_What you have to do_. Output exactly the lines below, starting with the line that has "M1347,413L1369,415L1368,427L1346,425Z" and going on through the line that has "M1257,464H1266V481L1257,480Z", both included, and no other lines.

_Information_.
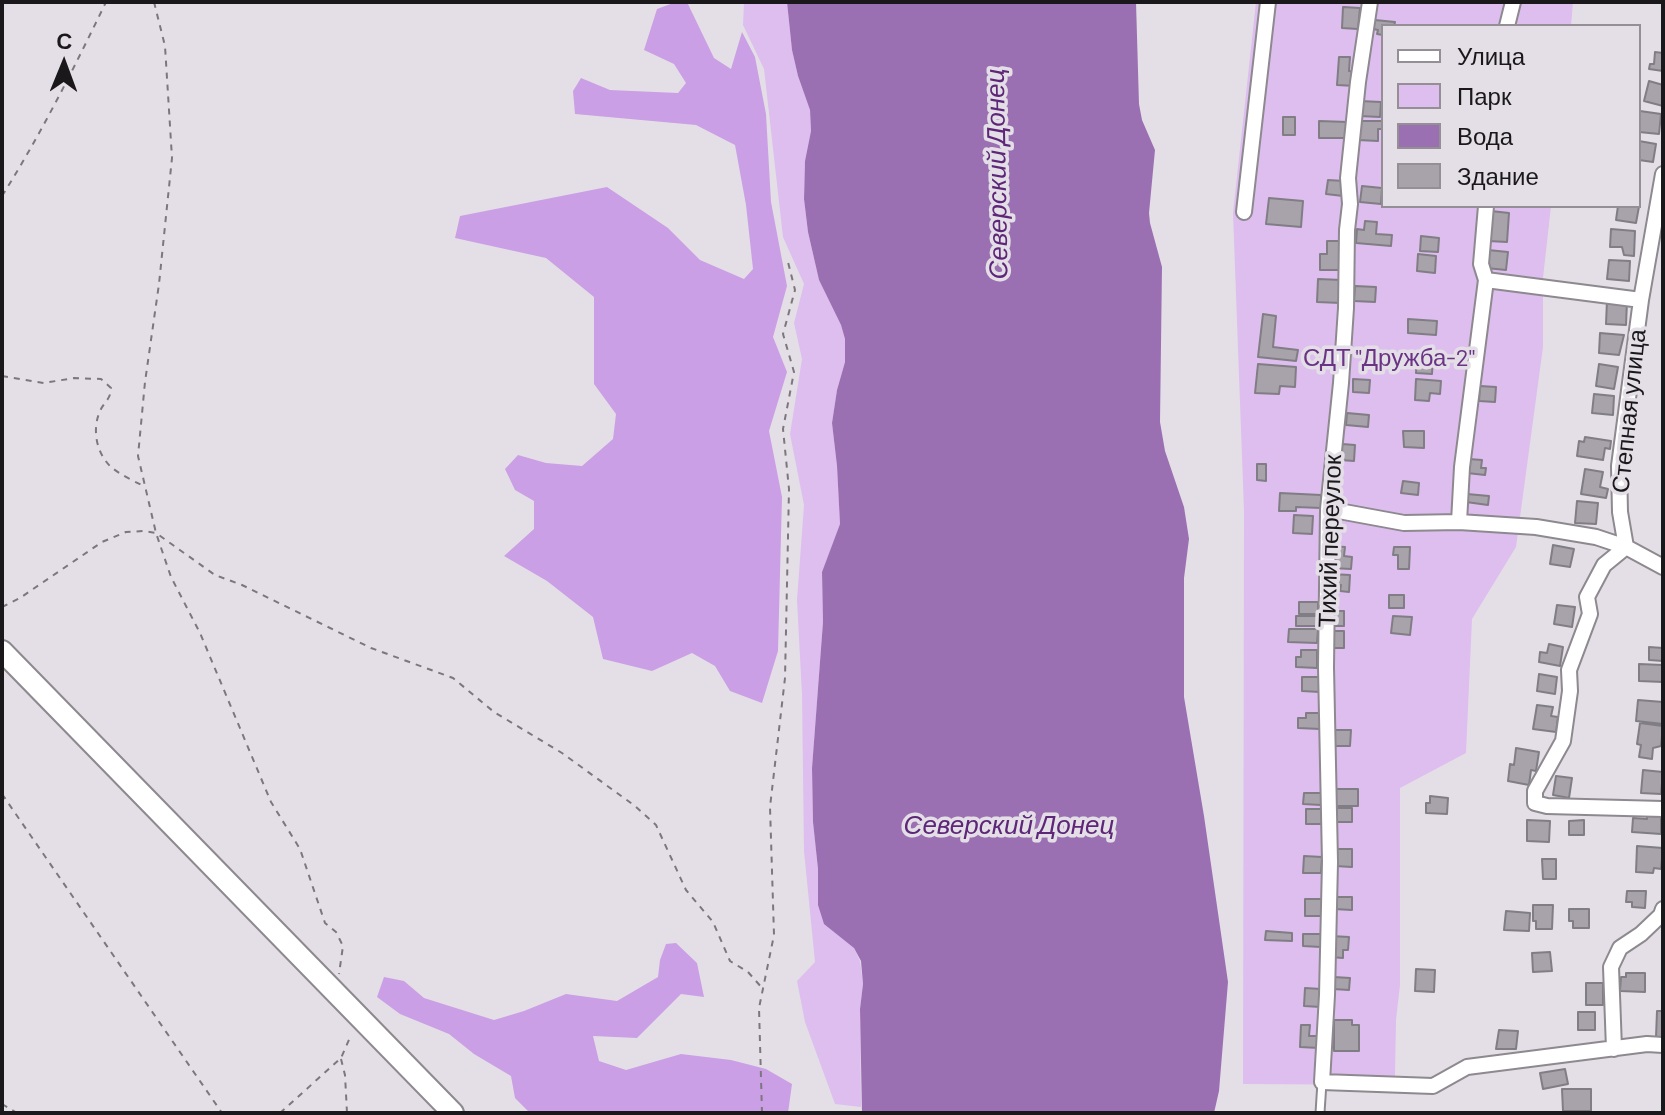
<!DOCTYPE html>
<meta charset="utf-8">
<style>
body{margin:0}
#map{position:relative;width:1665px;height:1115px;overflow:hidden;background:#e4dfe6;font-family:Barlow,sans-serif}
canvas{display:block}
.frame{position:absolute;inset:0;border:4px solid #1a181b;pointer-events:none}
.legend{position:absolute;left:1381px;top:24px;width:260px;height:184px;box-sizing:border-box;background:#e4dfe6;border:2px solid #938f95;margin:0;padding:10px 14px;list-style:none;font-size:24px;color:#1a181b}
.legend li{display:flex;align-items:center;gap:16px;height:40px}
.legend b{width:40px;border:2px solid #938f95}
.north{position:absolute;left:24px;top:24px;width:80px;height:80px;-webkit-text-stroke:6px #e4dfe6;paint-order:stroke;rotate:1deg;font-size:22px;font-weight:700;line-height:32px;text-align:center;color:#1a181b}
.north::after{content:'';display:block;margin:auto;width:28px;height:36px;background:#1a181b;clip-path:polygon(50% 0,100% 100%,50% 72%,0 100%)}
</style>
<div id="map">
<canvas width="1665" height="1115"></canvas>
<div class="frame"></div>
<ul class="legend">
<li><b style="height:10px;background:#fff"></b>Улица</li>
<li><b style="height:22px;background:#ddbeef"></b>Парк</li>
<li><b style="height:22px;background:#9b70b3"></b>Вода</li>
<li><b style="height:22px;background:#a8a3aa"></b>Здание</li>
</ul>
<div class="north">С</div>
</div>
<script>
const c = document.querySelector('canvas').getContext('2d');
c.lineJoin = 'round';
function paint(path, color) { c.fillStyle = color; c.fill(path, 'evenodd'); }
function strokePath(path, color, width, dash) { c.strokeStyle = color; c.lineWidth = width; c.lineCap = dash ? 'butt' : 'round'; c.setLineDash(dash || []); c.stroke(path); }
function write(font, color, halo, rows, align = 'center') {
  c.font = font + ' Barlow,sans-serif'; c.lineWidth = 7; c.setLineDash([]); c.textBaseline = 'middle'; c.strokeStyle = halo; c.fillStyle = color; for (const [text, x, y, turn = 0] of rows) {
    c.save(); c.translate(x, y); c.rotate((+turn || 0) * Math.PI / 180); c.textAlign = isNaN(turn) ? turn : align; if (halo) c.strokeText(text, 0, 0); c.fillText(text, 0, 0); c.restore();
  }
}
const green = new Path2D(`
 M744,2H787L792,50L798,76L810,110L811,131L805,161L804,199L808,232L819,280L841,325L845,339V362L837,390L832,423L837,466L840,524L822,572L823,622L812,768L813,822L818,869L860,961L863,984L860,1009L861,1107L835,1104L805,1022L797,981L815,962L804,851L802,695L797,600L804,505L790,434L802,359L794,323L804,284L783,237L764,69L743,25Z
 M1256,2H1573L1571,26H1383V206H1551L1543,278V347L1516,547L1472,619L1466,753L1400,788V985L1396,1020L1395,1075L1393,1085L1243,1084L1244,511L1233,213Z`);
const forest = new Path2D(`
 M676,2H687L714,58L731,69L742,32L755,57L766,114L771,202L787,286L773,337L787,372L769,431L782,497L778,651L762,703L730,691L715,666L692,653L652,671L603,659L593,617L547,581L504,556L534,529V501L515,490L505,469L518,455L546,463L582,466L613,439L616,414L594,384V297L546,258L455,238L460,216L607,187L668,228L700,260L744,279L753,269L746,205L735,145L696,125L575,114L573,91L581,78L610,90L678,93L686,83L674,64L644,50L657,9Z
 M676,943L697,963L704,997L681,994L637,1038L593,1036L599,1061L626,1070L681,1054L731,1060L766,1069L792,1084L788,1113H530L515,1098L511,1076L474,1054L449,1034L400,1014L377,997L384,977L404,981L424,998L494,1020L524,1011L566,994L617,1001L658,977L660,960L666,944Z`);
const water = new Path2D(`
 M787,2H1136L1139,104L1142,120L1155,150L1149,213L1150,223L1162,267L1160,422L1165,451L1184,507L1189,539L1184,578V697L1204,816L1228,982L1219,1091L1214,1113H862L860,1009L863,984L861,961L854,948L824,924L818,905V869L813,822L812,768L823,622L822,572L840,524L837,466L832,423L837,390L845,362V339L841,325L819,280L808,232L804,199L805,161L811,131L810,110L798,76L792,50Z`);
const building = new Path2D(`
 M1343,7L1360,8L1358,29L1342,28Z
 M1375,20L1395,22L1394,26H1383V35L1377,34L1378,30L1373,29Z
 M1655,52L1663,53V71L1649,69L1650,64H1654Z
 M1339,57H1350L1349,71L1355,72V86L1337,85Z
 M1649,81L1663,85V106L1644,101Z
 M1360,101L1381,102L1380,117L1359,116Z
 M1640,111L1661,114L1659,134L1639,132Z
 M1283,117H1295V135H1283Z
 M1319,121L1348,122L1347,138H1319Z
 M1358,121H1383V129H1378V141L1358,140Z
 M1639,141L1656,144L1653,162L1639,160Z
 M1328,180L1344,181L1343,196L1326,194Z
 M1362,186L1382,188L1381,204L1360,202Z
 M1269,198L1303,201L1301,227L1266,224Z
 M1639,201H1640L1636,223L1616,220L1618,206H1639Z
 M1491,211L1509,213L1507,242L1488,241Z
 M1365,221L1377,222L1376,234L1392,235L1391,246L1356,243L1357,229L1364,230Z
 M1611,229L1635,231L1634,256L1624,255L1622,247H1610Z
 M1421,236L1439,238L1438,252L1420,251Z
 M1327,241H1343L1342,270H1320V254H1327Z
 M1488,250L1508,252L1506,270L1486,268Z
 M1418,254L1436,256L1435,273L1417,271Z
 M1609,260L1630,261L1629,281L1607,279Z
 M1318,279L1342,280L1341,303L1317,302Z
 M1355,286L1376,287L1375,302L1354,301Z
 M1607,300L1627,301L1626,325L1606,324Z
 M1263,314L1276,316L1273,347L1298,350L1296,361L1258,357Z
 M1408,319L1437,321L1436,335L1408,333Z
 M1600,333L1624,335L1619,355L1599,353Z
 M1417,356L1433,357L1432,374L1416,373Z
 M1258,364L1296,367L1295,387L1280,386L1279,394L1255,393Z
 M1599,364L1618,367L1614,389L1596,386Z
 M1353,379L1370,380L1369,393L1353,392Z
 M1416,379L1441,381L1440,394L1430,393L1429,401L1415,400Z
 M1480,386L1496,387L1495,402L1479,401Z
 M1594,394L1614,396L1613,415L1592,413Z
 M1347,413L1369,415L1368,427L1346,425Z
 M1403,431H1424V448L1404,447Z
 M1585,437L1611,441L1610,449L1605,448L1603,460L1577,456L1579,441L1584,442Z
 M1342,444L1355,445L1354,461L1340,460Z
 M1469,459L1482,460L1481,468H1486L1485,475L1467,473Z
 M1257,464H1266V481L1257,480Z
 M1585,469L1603,472L1600,487L1608,489L1606,498L1581,494Z
 M1403,481L1419,483L1418,495L1401,493Z
 M1280,493L1321,495V508L1296,507V511H1279Z
 M1467,494L1489,496L1488,505L1466,502Z
 M1577,501L1598,503L1596,524L1575,523Z
 M1294,515L1313,516L1312,534L1293,533Z
 M1553,545L1574,549L1570,567L1550,564Z
 M1332,546L1345,547L1344,556L1352,557L1351,569L1331,568Z
 M1394,547H1410L1409,569H1398V555H1393Z
 M1331,574L1350,575L1349,592L1340,591L1341,585L1331,584Z
 M1389,595H1404V608H1389Z
 M1299,602H1318V614H1299Z
 M1557,605L1575,607L1572,627L1554,624Z
 M1331,611H1344V626H1331Z
 M1296,616H1317V626H1296Z
 M1393,616L1412,617L1410,635L1391,633Z
 M1289,629H1318L1317,643L1288,642Z
 M1331,631H1344V648H1331Z
 M1549,644L1563,647L1560,666L1539,662L1540,652L1547,653Z
 M1649,647L1663,648V661L1649,660Z
 M1301,650H1317V668L1296,667V657H1301Z
 M1639,664L1663,665V682L1639,681Z
 M1539,674L1557,677L1555,694L1537,691Z
 M1302,677H1321L1320,692L1302,691Z
 M1638,700L1663,702V724L1636,721Z
 M1537,705L1553,707L1551,716L1558,717L1556,732L1533,729Z
 M1306,713H1320V729L1298,728V718H1306Z
 M1640,723L1663,726L1661,746L1653,748L1652,759L1639,757L1641,745L1637,744Z
 M1334,730H1351L1350,746H1334Z
 M1516,748L1539,752L1536,771L1531,770L1529,785L1508,781L1510,764L1514,765Z
 M1643,770L1663,772L1661,794L1641,793Z
 M1556,776L1572,778L1569,798L1553,795Z
 M1335,789H1358V806H1335Z
 M1304,793H1321V805L1303,804Z
 M1430,796L1448,798L1447,814L1426,813V803H1430Z
 M1337,808H1352V822H1337Z
 M1306,809H1321L1322,824H1306Z
 M1647,815L1661,816V834L1632,832L1633,818L1647,819Z
 M1527,820L1550,821L1549,842L1527,841Z
 M1584,820V835H1569V821Z
 M1637,846L1663,848L1661,869L1654,868L1653,873L1636,872Z
 M1336,849H1352V867L1335,866Z
 M1304,856L1322,857L1321,873H1303Z
 M1542,859H1556V879H1543Z
 M1627,891H1646L1645,908L1632,907V902H1626Z
 M1335,897H1352V910L1334,909Z
 M1305,899H1323L1322,916H1305Z
 M1533,905H1553L1552,929H1536V921H1533Z
 M1569,909H1589V928H1573V921H1569Z
 M1506,911L1530,913L1529,931L1504,930Z
 M1266,931L1292,933V941L1265,940Z
 M1303,934H1322L1321,947L1303,946Z
 M1331,936L1349,937L1348,950H1343V958L1330,957Z
 M1550,952L1552,971L1533,972L1532,953Z
 M1416,969L1435,970L1434,992L1415,991Z
 M1626,973H1645V992L1620,991L1621,977H1626Z
 M1334,977L1350,978L1349,990L1333,989Z
 M1586,983H1603V1005H1586Z
 M1305,988L1321,989V1007L1304,1006Z
 M1663,1003V1037H1656L1657,1011H1663Z
 M1578,1012H1595V1030H1578Z
 M1334,1020H1352V1025H1359V1051H1334Z
 M1301,1025H1310L1309,1036H1319V1048L1300,1047Z
 M1499,1030L1518,1031L1516,1049H1496Z
 M1565,1069L1568,1084L1543,1089L1540,1073Z
 M1562,1089H1591V1111H1563Z`);
const path = new Path2D(`
 M154,2L165,46L172,158L159,284L145,382L138,456L156,533L171,577L200,633L271,802L300,849L325,923L336,932L343,946L339,974
 M2,196C41,134 74,68 106,2
 M2,376L44,383L74,378L101,379L111,388C111,399 104,402 100,411C92,429 96,452 110,466C119,474 133,481 144,486
 M2,607L20,598L102,542L126,532L143,531L156,533L215,575L242,585L371,648L453,678L494,712L562,753L635,806L656,825L686,890L713,922L730,961L748,972L763,989
 M2,794L222,1113
 M341,1059L345,1075L347,1113
 M2,1104L17,1113
 M280,1113L341,1058L351,1035
 M762,1113L759,1008L774,935L770,807L785,678L789,489L783,429L794,372L783,334L795,290L787,258`);
const lane = new Path2D(`
 M1320,1113L1322,1082`);
const street = new Path2D(`
 M1370,2L1358,82L1348,178L1350,204L1347,230L1346,308L1341,383L1328,509L1326,667L1330,862L1327,995L1322,1082L1433,1086L1467,1067L1647,1044L1663,1045
 M1507,26L1513,2
 M1244,212L1268,2
 M1486,280L1641,300
 M1328,509L1404,523L1459,522L1536,527L1596,537L1626,547L1663,567
 M1459,522L1462,467L1486,280L1481,264L1486,206
 M1626,547L1604,565L1587,597L1590,614L1569,670L1570,691L1563,741L1535,791V803L1547,806L1663,809
 M1626,547L1620,512L1619,466L1641,300L1663,174
 M1614,1049L1611,967L1620,948L1641,934L1661,915L1663,909`);
const secondary = new Path2D(`
 M2,651L453,1113`);
const parkNames = [
 ["СДТ \"Дружба-2\"",1389,358]
];
const streetNames = [
 ["Степная улица",1629,411,-84],
 ["Тихий переулок",1330,541,-88]
];
const waterNames = [
 ["Северский Донец",997,174,-91],
 ["Северский Донец",1009,825]
];
paint(green, '#ddbeef');
paint(forest, '#cb9fe5');
paint(water, '#9b70b3');
paint(building, '#a8a3aa');
strokePath(building, '#817d84', 2);
strokePath(lane, '#8d898f', 11);
strokePath(street, '#8d898f', 18);
strokePath(secondary, '#8d898f', 24);
strokePath(path, '#7b777c', 2, [6, 6]);
strokePath(lane, '#fff', 7);
strokePath(street, '#fff', 14);
strokePath(secondary, '#fff', 20);
write('24px', '#6a3385', '#e4dfe6', parkNames);
write('24px', '#1a181b', '#e4dfe6', streetNames);
write('italic 26px', '#5d2678', '#e4dfe6', waterNames);
</script>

_Task solution_.
 M1347,413L1369,415L1368,427L1346,425Z
 M1403,431H1424V448L1404,447Z
 M1585,437L1611,441L1610,449L1605,448L1603,460L1577,456L1579,441L1584,442Z
 M1342,444L1355,445L1354,461L1340,460Z
 M1469,459L1482,460L1481,468H1486L1485,475L1467,473Z
 M1257,464H1266V481L1257,480Z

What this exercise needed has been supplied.